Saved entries
● ● ● ● ● ● ●

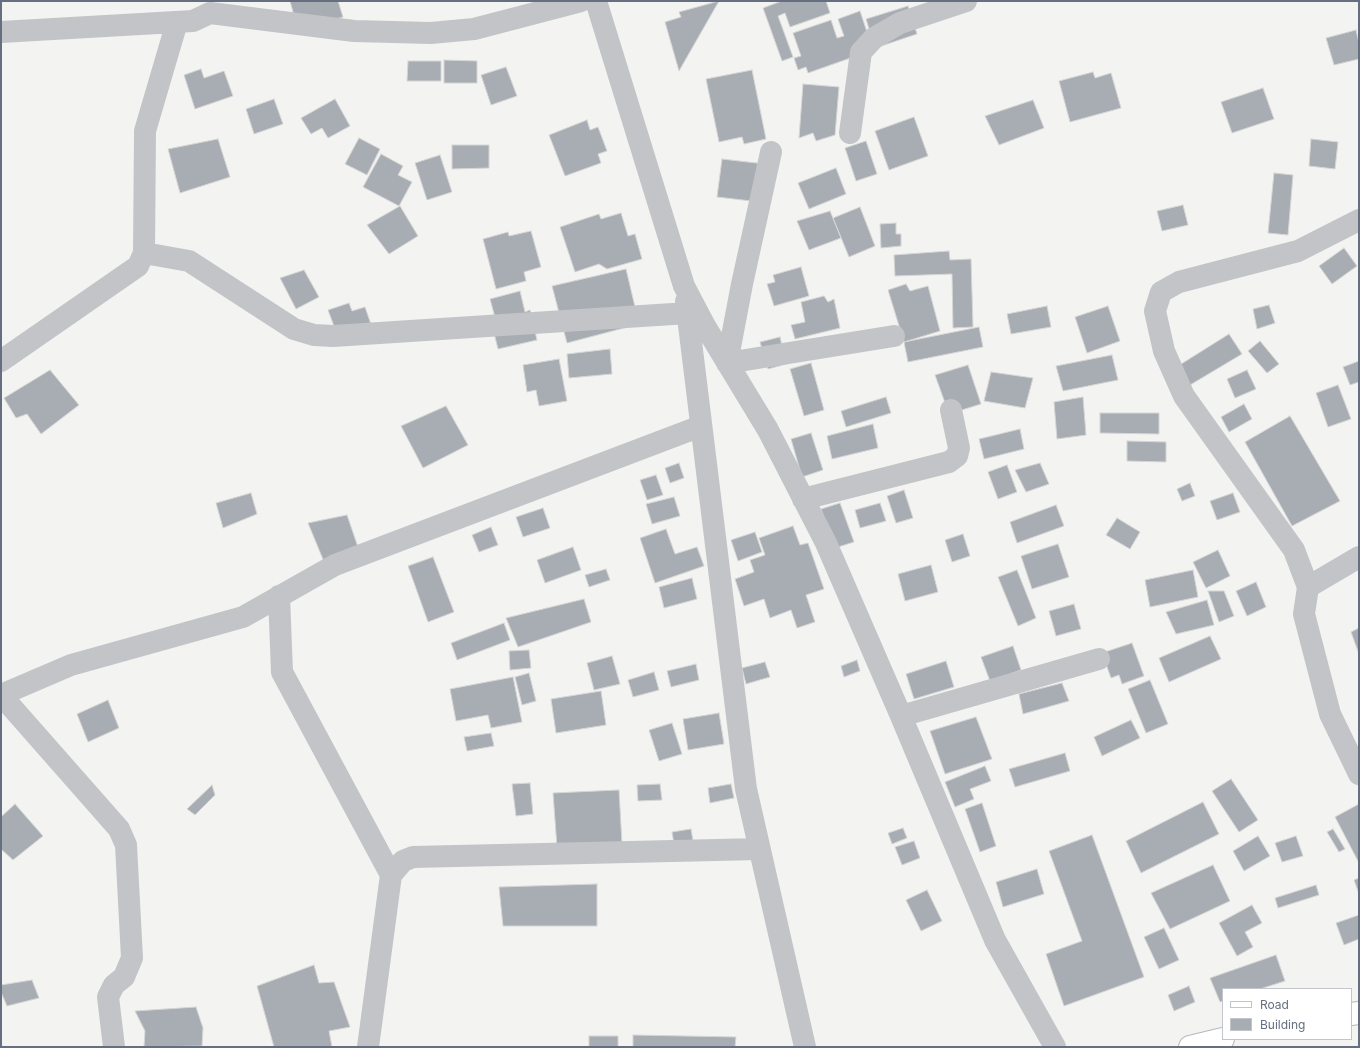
<!DOCTYPE html>
<html>
<head>
<meta charset="utf-8">
<style>
  body { margin:0 }
  #map { position:relative; width:1360px; height:1048px; overflow:hidden; background:#f3f4f1; font-family:Inter,sans-serif }
  canvas { display:block }
  .frame { position:absolute; inset:0; border:2px solid #666f7f; pointer-events:none }
  .legend { position:absolute; left:1222px; top:988px; width:130px; height:52px; box-sizing:border-box; background:#fff; border:1px solid #c2c5cc; margin:0; padding:5px 7px; list-style:none; font-size:12px; color:#666f7f }
  .legend li { display:flex; align-items:center; gap:8px; height:20px }
  .legend b { width:20px; border:1px solid #c2c5cc }
</style>
</head>
<body>
<div id="map">
<canvas width="1360" height="1048"></canvas>
<div class="frame"></div>
<ul class="legend">
<li><b style="height:5px;background:#fff"></b>Road</li>
<li><b style="height:11px;background:#a8acb3"></b>Building</li>
</ul>
</div>
<script>
const ctx = document.querySelector('canvas').getContext('2d');
ctx.lineJoin = 'round';
function fillPath(path, color) { ctx.fillStyle = color; ctx.fill(path, 'evenodd'); }
const toPath = rows => new Path2D(rows.map(r => 'M' + r).join(''));
function stroke(path, color, width, dash) { ctx.strokeStyle = color; ctx.lineWidth = width; ctx.lineCap = dash ? 'butt' : 'round'; ctx.setLineDash(dash || []); ctx.stroke(path); }
const building = toPath([
  [290,1,338,1,343,17,306,28,295,19,290,1],
  [719,1,679,71,665,22,681,17,679,12,719,1],
  [782,1,826,1,830,13,790,27,785,13,778,16,793,57,782,61,763,8,782,1],
  [908,6,917,34,875,48,866,19,908,6],
  [860,11,873,50,808,73,806,67,798,70,794,58,801,56,793,33,831,20,837,38,844,36,838,19,860,11],
  [1356,30,1359,43,1359,59,1334,65,1326,38,1356,30],
  [444,60,477,61,477,83,444,83,444,60],
  [408,61,441,61,441,81,407,81,408,61],
  [506,67,517,96,491,105,481,75,506,67],
  [201,69,204,78,224,71,233,96,195,109,184,75,201,69],
  [752,70,766,139,744,144,742,137,719,142,706,79,752,70],
  [1093,72,1095,78,1111,73,1121,108,1070,122,1059,81,1093,72],
  [803,84,839,87,835,135,816,141,813,133,799,138,803,84],
  [1263,88,1274,119,1232,133,1221,102,1263,88],
  [274,99,283,124,254,134,246,109,274,99],
  [335,99,350,126,328,138,322,128,311,134,301,118,335,99],
  [1033,100,1044,128,999,145,985,116,1033,100],
  [914,117,928,156,889,170,875,131,914,117],
  [587,120,590,130,598,127,607,151,598,154,601,163,565,176,549,135,587,120],
  [359,138,380,149,367,175,345,164,359,138],
  [218,139,230,177,180,193,168,149,218,139],
  [1311,139,1338,142,1335,169,1309,166,1311,139],
  [866,141,877,174,856,181,845,148,866,141],
  [452,145,489,145,489,168,452,169,452,145],
  [381,154,403,166,398,175,412,182,399,206,363,187,381,154],
  [440,155,452,192,427,200,415,163,440,155],
  [722,159,765,164,760,202,717,197,722,159],
  [836,168,846,194,809,209,798,183,836,168],
  [1274,173,1293,175,1288,235,1268,233,1274,173],
  [1183,205,1188,225,1162,231,1157,211,1183,205],
  [400,206,418,236,389,254,367,225,400,206],
  [860,207,875,246,849,257,833,218,860,207],
  [830,211,841,238,809,250,797,221,830,211],
  [621,213,628,236,635,234,642,259,607,269,599,264,575,272,560,227,599,214,601,219,621,213],
  [896,223,896,234,901,234,901,246,881,248,880,224,896,223],
  [531,231,541,267,524,272,526,281,496,289,483,239,508,232,509,236,531,231],
  [1344,248,1357,266,1332,284,1319,266,1344,248],
  [949,251,950,260,971,259,973,327,953,328,952,274,895,276,894,255,949,251],
  [801,267,809,296,774,306,767,284,775,282,773,275,801,267],
  [626,269,639,324,567,343,552,286,626,269],
  [304,270,319,297,296,309,280,278,304,270],
  [906,284,910,291,928,286,940,331,904,342,888,290,906,284],
  [520,291,525,312,530,310,537,340,498,349,493,329,496,321,490,299,520,291],
  [824,296,828,302,834,299,840,328,795,339,791,325,805,322,801,302,824,296],
  [349,303,352,311,365,307,374,333,341,345,328,310,349,303],
  [1269,305,1275,323,1257,329,1253,309,1269,305],
  [1047,306,1051,327,1011,334,1007,314,1047,306],
  [1108,306,1120,341,1087,353,1075,317,1108,306],
  [979,327,983,347,908,362,904,342,979,327],
  [1229,334,1242,354,1190,385,1178,366,1229,334],
  [780,337,782,346,797,361,768,369,760,342,780,337],
  [1260,341,1279,364,1267,373,1248,351,1260,341],
  [610,349,612,374,569,378,567,354,610,349],
  [1112,355,1118,380,1063,391,1056,366,1112,355],
  [559,359,567,401,539,406,536,390,527,392,523,365,559,359],
  [1359,361,1359,382,1350,385,1343,367,1359,361],
  [811,363,824,410,804,416,790,369,811,363],
  [968,365,981,404,949,414,935,375,968,365],
  [50,370,79,405,41,434,27,414,16,418,4,398,50,370],
  [1247,370,1256,389,1235,398,1227,379,1247,370],
  [991,372,1033,378,1025,408,984,401,991,372],
  [1338,385,1351,419,1328,427,1316,393,1338,385],
  [886,397,891,413,846,427,841,411,886,397],
  [1083,397,1086,435,1057,439,1054,402,1083,397],
  [1244,404,1252,419,1229,432,1221,417,1244,404],
  [446,406,468,445,423,468,401,426,446,406],
  [1100,413,1159,413,1159,434,1100,433,1100,413],
  [1290,416,1340,501,1292,526,1245,442,1290,416],
  [873,424,878,448,832,459,827,436,873,424],
  [1020,429,1024,449,984,459,979,439,1020,429],
  [811,433,823,470,802,477,791,439,811,433],
  [1127,441,1166,442,1166,462,1127,461,1127,441],
  [679,463,684,478,670,483,665,468,679,463],
  [1040,463,1049,484,1026,492,1015,470,1040,463],
  [1007,465,1017,492,998,499,988,472,1007,465],
  [656,475,663,495,647,500,640,480,656,475],
  [1190,483,1195,496,1182,501,1177,489,1190,483],
  [904,490,913,518,896,523,887,496,904,490],
  [251,493,257,514,223,528,216,503,251,493],
  [1233,493,1240,512,1217,520,1210,501,1233,493],
  [674,497,680,516,652,524,646,504,674,497],
  [840,503,854,542,835,548,821,509,840,503],
  [880,503,886,521,860,528,855,510,880,503],
  [1056,505,1064,526,1017,543,1010,522,1056,505],
  [543,508,550,528,523,537,516,517,543,508],
  [347,515,359,550,327,569,308,523,347,515],
  [1117,518,1140,532,1130,549,1106,535,1117,518],
  [793,526,800,545,808,543,824,589,806,595,815,622,797,628,791,610,770,618,764,599,744,606,735,579,754,572,750,560,765,555,759,538,793,526],
  [491,527,498,545,479,552,472,535,491,527],
  [666,529,675,554,697,547,704,566,655,583,640,538,666,529],
  [755,532,762,552,738,561,731,540,755,532],
  [963,534,970,556,952,562,945,540,963,534],
  [1058,544,1069,577,1032,589,1021,556,1058,544],
  [573,547,581,570,545,583,537,560,573,547],
  [1218,550,1230,576,1206,588,1193,562,1218,550],
  [433,557,454,612,428,622,408,566,433,557],
  [931,565,938,592,905,601,898,574,931,565],
  [606,569,610,580,589,587,585,575,606,569],
  [1017,570,1036,618,1018,626,998,577,1017,570],
  [1193,570,1198,597,1150,607,1145,580,1193,570],
  [692,578,697,599,664,608,659,587,692,578],
  [1256,582,1266,607,1247,616,1236,591,1256,582],
  [1208,591,1224,591,1234,616,1219,622,1208,591],
  [584,599,591,622,518,647,506,618,584,599],
  [1207,600,1214,625,1176,634,1166,612,1207,600],
  [1074,604,1081,629,1056,636,1049,611,1074,604],
  [504,623,510,640,457,660,451,643,504,623],
  [1359,628,1359,654,1351,632,1359,628],
  [1210,636,1221,659,1169,682,1159,658,1210,636],
  [1132,643,1144,676,1122,684,1119,675,1111,678,1102,653,1132,643],
  [1013,646,1021,670,990,681,981,657,1013,646],
  [529,650,531,668,510,670,509,651,529,650],
  [612,656,620,684,594,690,587,663,612,656],
  [857,660,860,671,844,677,841,666,857,660],
  [946,661,954,687,914,699,906,674,946,661],
  [765,662,770,677,746,684,742,668,765,662],
  [696,664,699,680,671,687,667,671,696,664],
  [654,672,659,690,633,697,628,680,654,672],
  [529,673,536,701,522,705,515,677,529,673],
  [513,677,522,722,491,728,488,715,456,721,450,689,513,677],
  [1150,680,1168,724,1146,733,1128,689,1150,680],
  [1062,683,1069,701,1023,714,1019,694,1062,683],
  [601,691,606,725,556,733,551,699,601,691],
  [108,700,119,728,88,742,77,714,108,700],
  [719,713,724,744,688,750,683,719,719,713],
  [976,717,992,759,945,774,930,731,976,717],
  [1131,720,1140,738,1102,756,1094,737,1131,720],
  [672,723,682,754,659,761,649,730,672,723],
  [491,733,494,746,467,751,464,737,491,733],
  [1065,753,1070,771,1015,787,1009,769,1065,753],
  [985,766,991,781,970,789,974,799,955,807,945,782,985,766],
  [1231,779,1258,820,1239,832,1212,791,1231,779],
  [530,783,533,814,516,816,512,784,530,783],
  [660,784,662,800,638,801,637,785,660,784],
  [731,784,734,798,710,803,708,788,731,784],
  [212,785,215,795,195,815,187,809,212,785],
  [619,790,622,844,557,847,553,793,619,790],
  [1203,802,1219,834,1141,873,1126,841,1203,802],
  [982,803,996,846,980,852,965,809,982,803],
  [15,804,43,836,13,860,1,849,1,817,15,804],
  [1359,804,1359,863,1335,817,1359,804],
  [903,828,907,838,892,844,888,833,903,828],
  [691,829,693,841,674,844,672,832,691,829],
  [1333,829,1345,849,1339,852,1327,832,1333,829],
  [1092,835,1144,977,1064,1006,1046,954,1082,941,1049,851,1092,835],
  [1258,836,1270,856,1244,871,1233,851,1258,836],
  [1296,836,1303,856,1282,862,1275,843,1296,836],
  [914,841,920,858,902,865,895,847,914,841],
  [1213,865,1230,901,1170,929,1151,893,1213,865],
  [1037,869,1044,894,1003,907,996,882,1037,869],
  [1359,878,1359,894,1354,880,1359,878],
  [597,884,597,926,503,926,499,887,597,884],
  [1316,885,1319,895,1278,908,1275,898,1316,885],
  [927,890,942,921,921,931,906,900,927,890],
  [1252,905,1262,923,1245,932,1253,947,1237,956,1219,923,1252,905],
  [1359,915,1359,939,1344,945,1336,923,1359,915],
  [1164,928,1179,960,1159,969,1144,937,1164,928],
  [1276,955,1285,981,1260,989,1223,989,1223,1001,1220,1002,1210,978,1276,955],
  [314,965,319,983,334,982,350,1027,329,1031,332,1047,274,1047,257,986,314,965],
  [32,980,39,998,7,1006,1,992,1,985,32,980],
  [1189,986,1195,1002,1174,1011,1168,995,1189,986],
  [196,1007,203,1028,202,1046,144,1047,145,1031,135,1011,196,1007],
  [633,1035,736,1037,735,1047,633,1047,633,1035],
  [589,1036,618,1036,618,1047,589,1047,589,1036]
]);
fillPath(building, '#a8acb3');
stroke(building, '#d5d5d4', 1);
const primary = toPath([
  [1351,1014,1359,1013],
  [1190,1047,1223,1039]
]);
stroke(primary, '#b5b7bb', 24);
stroke(toPath([
  [596,1,684,286,705,326,768,430,826,543,901,716,995,940,1055,1047],
  [1,32,193,21,210,13,354,31,431,33,474,29,581,1],
  [850,133,861,52,874,38,900,23,966,1],
  [771,152,742,284,727,363,894,336],
  [1359,220,1298,251,1179,282,1161,292,1155,311,1164,351,1184,396,1294,550,1308,587,1304,614,1330,714,1359,774],
  [144,253,189,261,294,329,314,335,333,336,688,313],
  [686,301,746,789,805,1047],
  [1,361,138,266,144,253,145,131,177,22],
  [803,499,949,462,957,456,959,448,951,410],
  [1308,587,1359,557],
  [279,596,282,672,391,875],
  [1,695,71,665,243,617,335,565,701,426],
  [1,695,119,829,126,845,132,958,124,977,114,985,108,997,114,1047],
  [901,716,1099,659],
  [368,1047,391,875,403,861,413,857,759,849]
]), '#c2c4c8', 22);
stroke(primary, '#fff', 22);
</script>
</body>
</html>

● ● ● ● ● ● ●

# Instructions for the task:
Which lines above hold the word "border"? Copy each of them.

# Solved exercise:
  .frame { position:absolute; inset:0; border:2px solid #666f7f; pointer-events:none }
  .legend { position:absolute; left:1222px; top:988px; width:130px; height:52px; box-sizing:border-box; background:#fff; border:1px solid #c2c5cc; margin:0; padding:5px 7px; list-style:none; font-size:12px; color:#666f7f }
  .legend b { width:20px; border:1px solid #c2c5cc }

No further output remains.